» **Task statement**: Nothing is needed except the lines below that run from the one with "index pip: (163, 116)" through the one with "pinky tip: (171, 250)", repeated exactly.

» **Source material**:
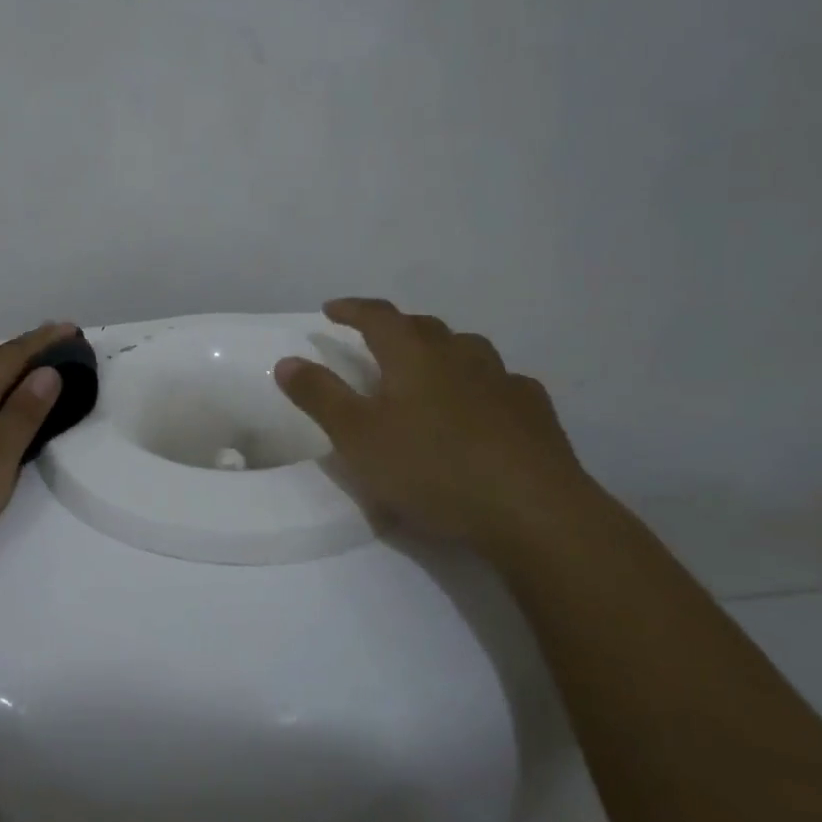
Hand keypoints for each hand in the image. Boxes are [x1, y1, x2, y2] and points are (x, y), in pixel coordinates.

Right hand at [274, 299, 591, 549]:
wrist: (532, 511)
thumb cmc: (432, 468)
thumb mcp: (357, 437)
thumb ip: (319, 395)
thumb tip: (286, 360)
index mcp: (413, 356)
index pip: (377, 317)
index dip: (352, 309)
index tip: (332, 310)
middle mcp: (459, 356)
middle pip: (423, 327)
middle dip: (396, 328)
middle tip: (377, 340)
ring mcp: (503, 381)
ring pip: (468, 349)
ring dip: (443, 350)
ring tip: (431, 369)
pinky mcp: (535, 412)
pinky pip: (504, 384)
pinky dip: (484, 386)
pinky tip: (485, 408)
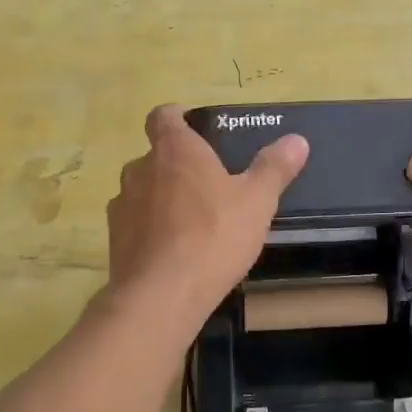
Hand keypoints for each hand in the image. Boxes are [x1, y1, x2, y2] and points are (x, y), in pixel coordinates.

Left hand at [106, 104, 309, 322]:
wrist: (163, 294)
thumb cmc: (214, 235)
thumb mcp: (258, 201)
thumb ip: (274, 168)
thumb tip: (297, 140)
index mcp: (175, 150)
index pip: (163, 116)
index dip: (176, 117)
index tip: (192, 126)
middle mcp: (141, 169)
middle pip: (154, 156)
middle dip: (176, 165)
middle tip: (206, 184)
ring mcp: (122, 205)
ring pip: (141, 190)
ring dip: (160, 198)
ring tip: (189, 220)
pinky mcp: (114, 239)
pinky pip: (134, 223)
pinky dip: (149, 229)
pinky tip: (171, 250)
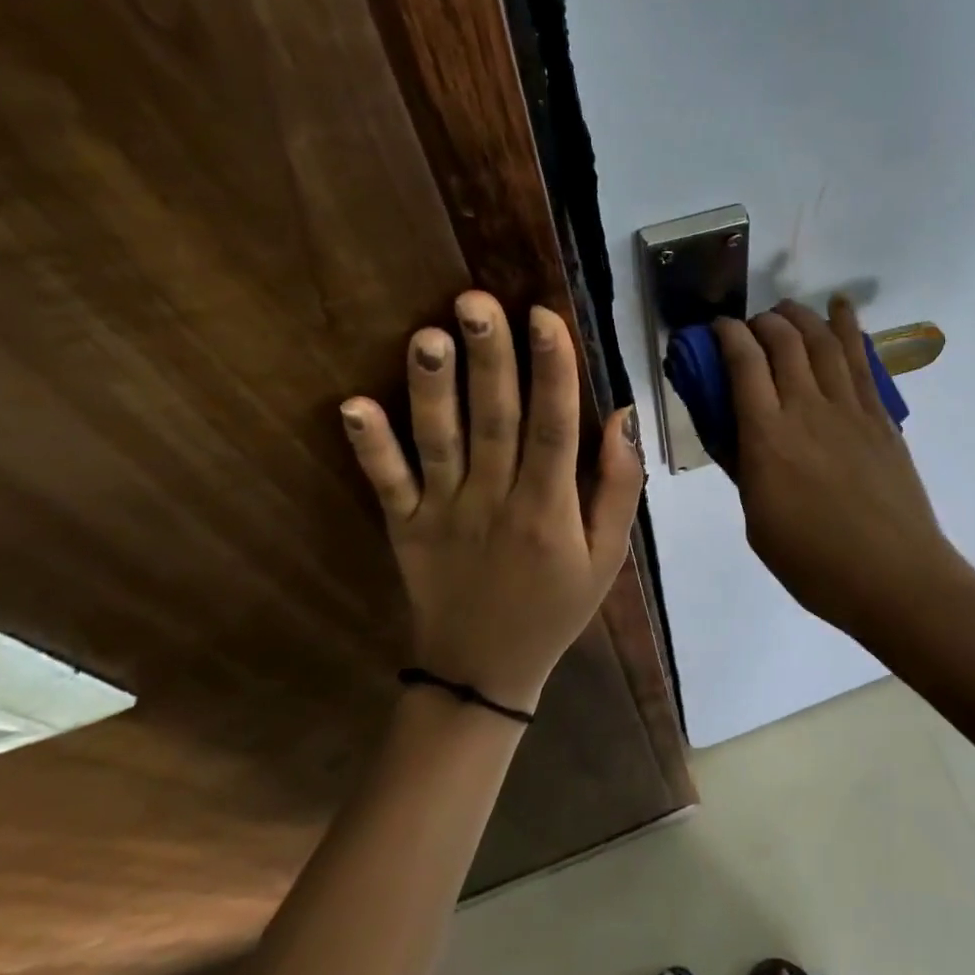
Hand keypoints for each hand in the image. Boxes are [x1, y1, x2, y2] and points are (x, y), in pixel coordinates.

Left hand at [339, 290, 643, 713]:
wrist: (483, 672)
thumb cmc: (555, 606)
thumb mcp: (607, 557)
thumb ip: (618, 487)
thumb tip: (622, 415)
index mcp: (549, 509)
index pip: (554, 427)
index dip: (552, 370)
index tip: (544, 316)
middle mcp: (495, 502)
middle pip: (494, 420)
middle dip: (489, 358)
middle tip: (476, 301)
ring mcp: (443, 514)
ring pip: (439, 443)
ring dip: (431, 389)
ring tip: (427, 335)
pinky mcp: (404, 528)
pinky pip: (386, 484)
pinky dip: (370, 446)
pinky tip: (353, 405)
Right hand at [713, 298, 974, 635]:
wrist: (895, 578)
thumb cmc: (815, 564)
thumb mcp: (758, 523)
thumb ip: (745, 469)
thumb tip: (734, 432)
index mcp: (768, 439)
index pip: (743, 364)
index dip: (727, 335)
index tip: (716, 329)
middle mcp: (807, 410)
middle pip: (783, 342)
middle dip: (762, 321)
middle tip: (751, 325)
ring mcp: (849, 409)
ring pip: (822, 342)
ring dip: (801, 316)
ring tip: (786, 308)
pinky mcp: (880, 417)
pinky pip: (861, 361)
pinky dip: (848, 328)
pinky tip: (841, 309)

» **Completed exercise**:
index pip: (163, 116)
index dip: (176, 117)
index tip: (192, 126)
middle mcp: (141, 169)
middle pip: (154, 156)
middle dip: (176, 165)
middle tip: (206, 184)
ring mcp: (122, 205)
ring pip: (141, 190)
ring dip: (160, 198)
ring tip: (189, 220)
pinky mcp: (114, 239)
pinky pip: (134, 223)
pinky dip: (149, 229)
pinky tip: (171, 250)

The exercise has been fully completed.